■ PROBLEM TO SOLVE: Print the entries below again exactly as they stand, but skip any picture.

*** Opening of AVAILABLE DATA ***

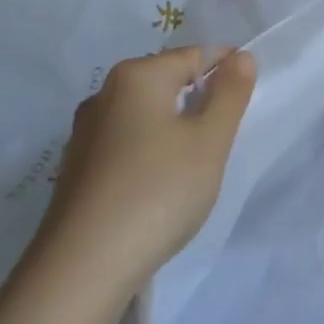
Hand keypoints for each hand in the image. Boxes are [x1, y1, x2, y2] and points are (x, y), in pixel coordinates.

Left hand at [31, 47, 256, 309]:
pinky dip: (150, 154)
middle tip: (224, 139)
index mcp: (136, 76)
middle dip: (200, 102)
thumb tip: (241, 57)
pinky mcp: (77, 169)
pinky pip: (126, 144)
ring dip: (175, 130)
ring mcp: (85, 134)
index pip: (195, 56)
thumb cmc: (158, 191)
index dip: (228, 73)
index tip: (246, 105)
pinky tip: (159, 188)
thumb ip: (230, 94)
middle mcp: (104, 95)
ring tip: (195, 167)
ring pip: (146, 116)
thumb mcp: (210, 140)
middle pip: (167, 83)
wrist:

*** Close of AVAILABLE DATA ***

■ EXPECTED OUTPUT:
Hand keypoints for each hand in the image. Boxes are [x1, y1, x2, y2] and points are (x, y), in pixel coordinates.

Left hand at [31, 47, 256, 309]:
pinky dip: (150, 154)
middle tip: (224, 139)
index mcp: (136, 76)
middle dip: (200, 102)
thumb tip: (241, 57)
pinky mcp: (77, 169)
pinky pip: (126, 144)
ring dip: (175, 130)
ring mcp: (85, 134)
index pip: (195, 56)
thumb cmc: (158, 191)
index dip: (228, 73)
index tip: (246, 105)
pinky tip: (159, 188)
thumb ip: (230, 94)
middle mcp: (104, 95)
ring tip: (195, 167)
ring pip: (146, 116)
thumb mcp: (210, 140)
middle pip: (167, 83)
wrist:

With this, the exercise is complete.